* [What to work on]:
Every line below must be copied as written, except for pictures.

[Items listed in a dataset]

========

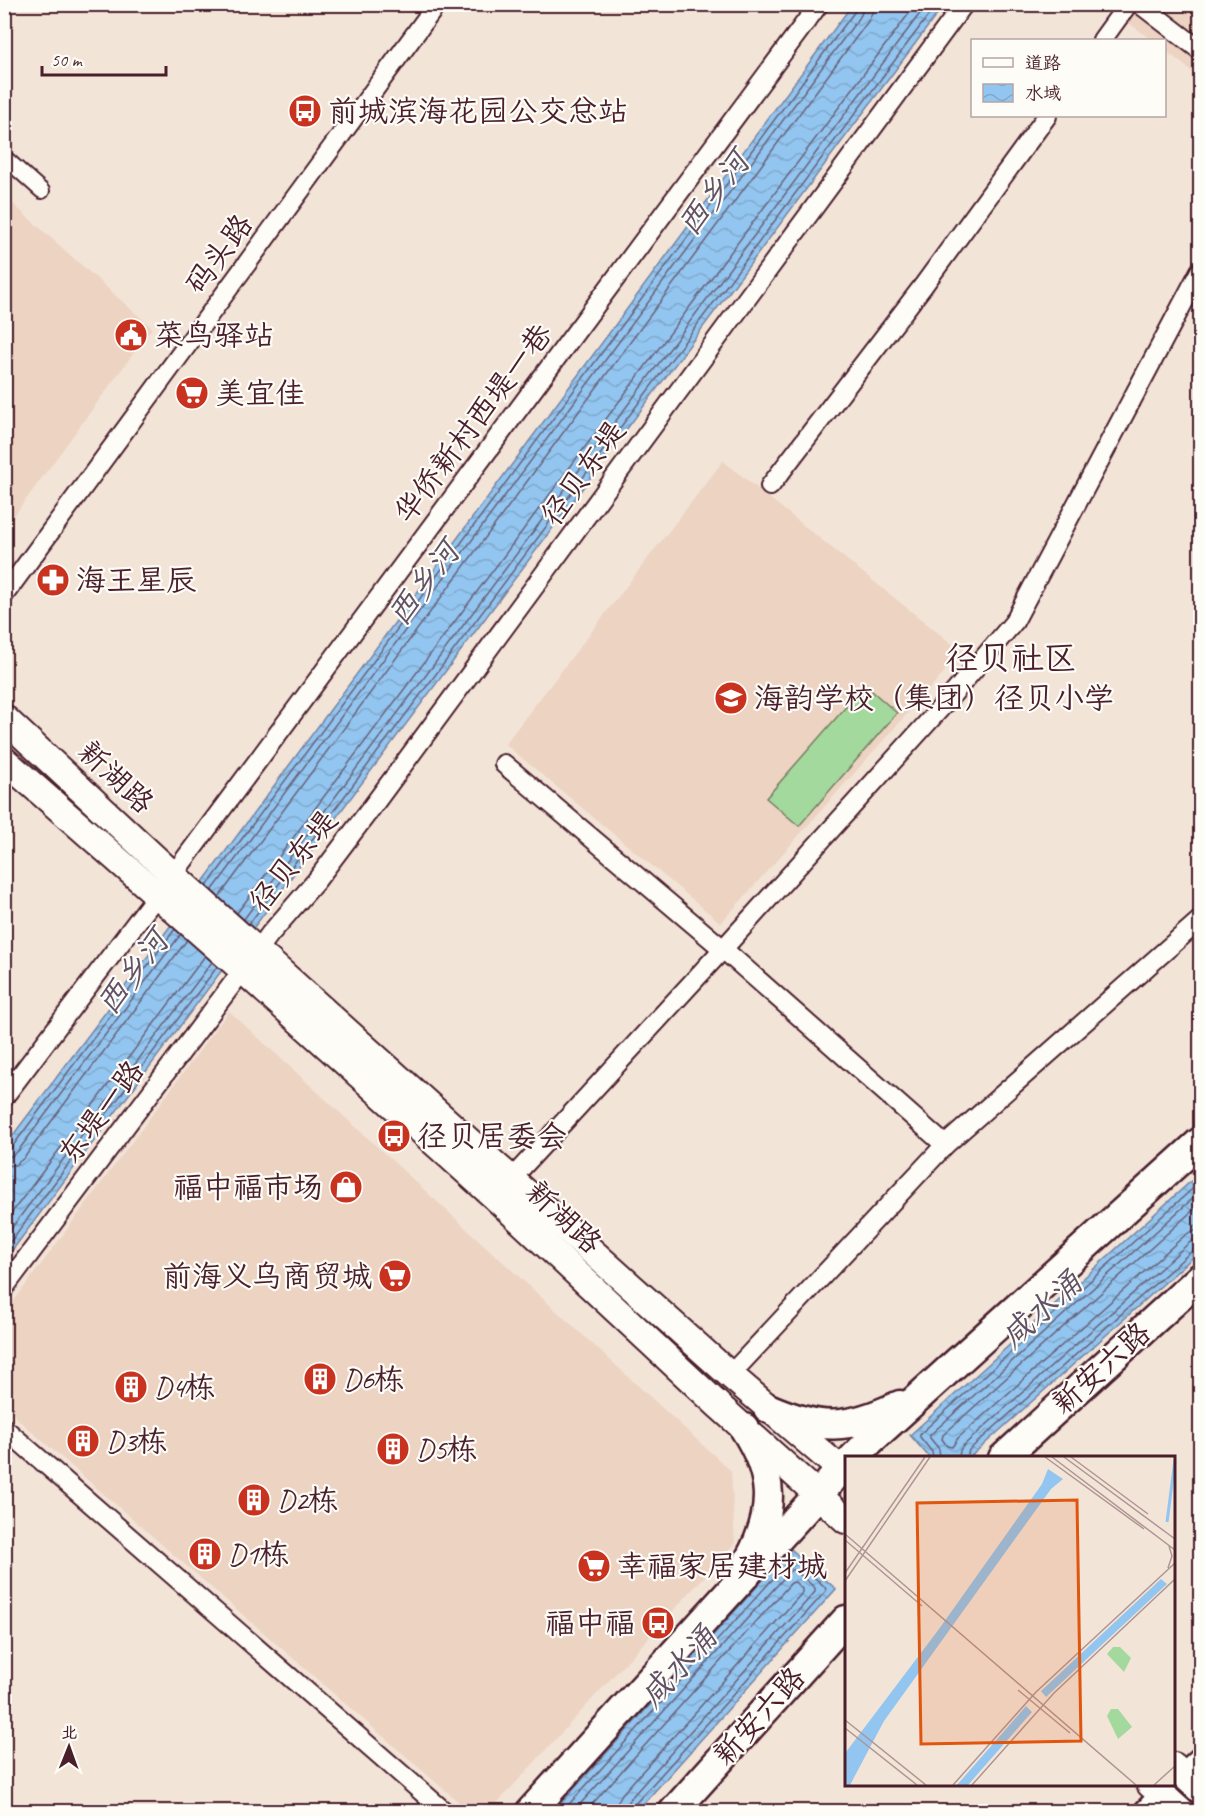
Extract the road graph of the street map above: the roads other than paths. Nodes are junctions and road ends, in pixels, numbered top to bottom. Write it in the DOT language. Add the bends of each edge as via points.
graph roads {
  1 [pos="437,4"];
  2 [pos="819,4"];
  3 [pos="964,4"];
  4 [pos="1128,4"];
  5 [pos="1140,4"];
  6 [pos="1103,39"];
  7 [pos="1200,50"];
  8 [pos="1046,117"];
  9 [pos="4,157"];
  10 [pos="42,191"];
  11 [pos="1200,272"];
  12 [pos="770,486"];
  13 [pos="4,595"];
  14 [pos="4,718"];
  15 [pos="4,760"];
  16 [pos="504,764"];
  17 [pos="170,889"];
  18 [pos="1200,920"];
  19 [pos="723,949"];
  20 [pos="247,957"];
  21 [pos="4,1097"];
  22 [pos="1200,1142"];
  23 [pos="945,1145"];
  24 [pos="503,1188"];
  25 [pos="1200,1278"];
  26 [pos="4,1288"];
  27 [pos="730,1375"];
  28 [pos="918,1397"];
  29 [pos="768,1408"];
  30 [pos="4,1428"];
  31 [pos="744,1428"];
  32 [pos="1006,1455"];
  33 [pos="857,1456"];
  34 [pos="845,1465"];
  35 [pos="845,1468"];
  36 [pos="818,1494"];
  37 [pos="845,1519"];
  38 [pos="734,1588"];
  39 [pos="844,1625"];
  40 [pos="1152,1797"];
  41 [pos="446,1812"];
  42 [pos="530,1812"];
  43 [pos="673,1812"];
  44 [pos="1181,1812"];
  1 -- 13 [label="street, 码头路"];
  2 -- 17 [label="street, 华侨新村西堤一巷"];
  3 -- 20 [label="street, 径贝东堤" via="365,817 316,881"];
  4 -- 6 [label="street"];
  5 -- 7 [label="street"];
  8 -- 12 [label="street"];
  9 -- 10 [label="street"];
  11 -- 19 [label="street" via="1014,622 962,685"];
  14 -- 17 [label="main road, 新湖路"];
  15 -- 17 [label="main road, 新湖路"];
  16 -- 19 [label="street"];
  17 -- 20 [label="main road, 新湖路"];
  17 -- 21 [label="street, 华侨新村西堤一巷"];
  18 -- 23 [label="street"];
  19 -- 23 [label="street"];
  19 -- 24 [label="street"];
  20 -- 24 [label="main road, 新湖路"];
  20 -- 26 [label="street, 东堤一路"];
  22 -- 28 [label="main road"];
  23 -- 27 [label="street"];
  24 -- 27 [label="main road, 新湖路"];
  24 -- 31 [label="main road, 新湖路"];
  25 -- 32 [label="main road, 新安六路"];
  27 -- 29 [label="main road, 新湖路"];
  28 -- 29 [label="main road" via="871,1417 837,1425 808,1423"];
  28 -- 33 [label="main road"];
  29 -- 34 [label="main road, 新湖路"];
  30 -- 41 [label="street"];
  31 -- 36 [label="main road, 新湖路"];
  31 -- 38 [label="main road" via="756,1446 767,1477 768,1509 754,1552"];
  35 -- 36 [label="main road"];
  36 -- 37 [label="main road, 新湖路"];
  36 -- 38 [label="main road"];
  38 -- 42 [label="main road"];
  39 -- 43 [label="main road, 新安六路"];
  40 -- 44 [label="main road"];
}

========

* [Exercise output]:
Extract the road graph of the street map above: the roads other than paths. Nodes are junctions and road ends, in pixels, numbered top to bottom. Write it in the DOT language. Add the bends of each edge as via points.
graph roads {
  1 [pos="437,4"];
  2 [pos="819,4"];
  3 [pos="964,4"];
  4 [pos="1128,4"];
  5 [pos="1140,4"];
  6 [pos="1103,39"];
  7 [pos="1200,50"];
  8 [pos="1046,117"];
  9 [pos="4,157"];
  10 [pos="42,191"];
  11 [pos="1200,272"];
  12 [pos="770,486"];
  13 [pos="4,595"];
  14 [pos="4,718"];
  15 [pos="4,760"];
  16 [pos="504,764"];
  17 [pos="170,889"];
  18 [pos="1200,920"];
  19 [pos="723,949"];
  20 [pos="247,957"];
  21 [pos="4,1097"];
  22 [pos="1200,1142"];
  23 [pos="945,1145"];
  24 [pos="503,1188"];
  25 [pos="1200,1278"];
  26 [pos="4,1288"];
  27 [pos="730,1375"];
  28 [pos="918,1397"];
  29 [pos="768,1408"];
  30 [pos="4,1428"];
  31 [pos="744,1428"];
  32 [pos="1006,1455"];
  33 [pos="857,1456"];
  34 [pos="845,1465"];
  35 [pos="845,1468"];
  36 [pos="818,1494"];
  37 [pos="845,1519"];
  38 [pos="734,1588"];
  39 [pos="844,1625"];
  40 [pos="1152,1797"];
  41 [pos="446,1812"];
  42 [pos="530,1812"];
  43 [pos="673,1812"];
  44 [pos="1181,1812"];
  1 -- 13 [label="street, 码头路"];
  2 -- 17 [label="street, 华侨新村西堤一巷"];
  3 -- 20 [label="street, 径贝东堤" via="365,817 316,881"];
  4 -- 6 [label="street"];
  5 -- 7 [label="street"];
  8 -- 12 [label="street"];
  9 -- 10 [label="street"];
  11 -- 19 [label="street" via="1014,622 962,685"];
  14 -- 17 [label="main road, 新湖路"];
  15 -- 17 [label="main road, 新湖路"];
  16 -- 19 [label="street"];
  17 -- 20 [label="main road, 新湖路"];
  17 -- 21 [label="street, 华侨新村西堤一巷"];
  18 -- 23 [label="street"];
  19 -- 23 [label="street"];
  19 -- 24 [label="street"];
  20 -- 24 [label="main road, 新湖路"];
  20 -- 26 [label="street, 东堤一路"];
  22 -- 28 [label="main road"];
  23 -- 27 [label="street"];
  24 -- 27 [label="main road, 新湖路"];
  24 -- 31 [label="main road, 新湖路"];
  25 -- 32 [label="main road, 新安六路"];
  27 -- 29 [label="main road, 新湖路"];
  28 -- 29 [label="main road" via="871,1417 837,1425 808,1423"];
  28 -- 33 [label="main road"];
  29 -- 34 [label="main road, 新湖路"];
  30 -- 41 [label="street"];
  31 -- 36 [label="main road, 新湖路"];
  31 -- 38 [label="main road" via="756,1446 767,1477 768,1509 754,1552"];
  35 -- 36 [label="main road"];
  36 -- 37 [label="main road, 新湖路"];
  36 -- 38 [label="main road"];
  38 -- 42 [label="main road"];
  39 -- 43 [label="main road, 新安六路"];
  40 -- 44 [label="main road"];
}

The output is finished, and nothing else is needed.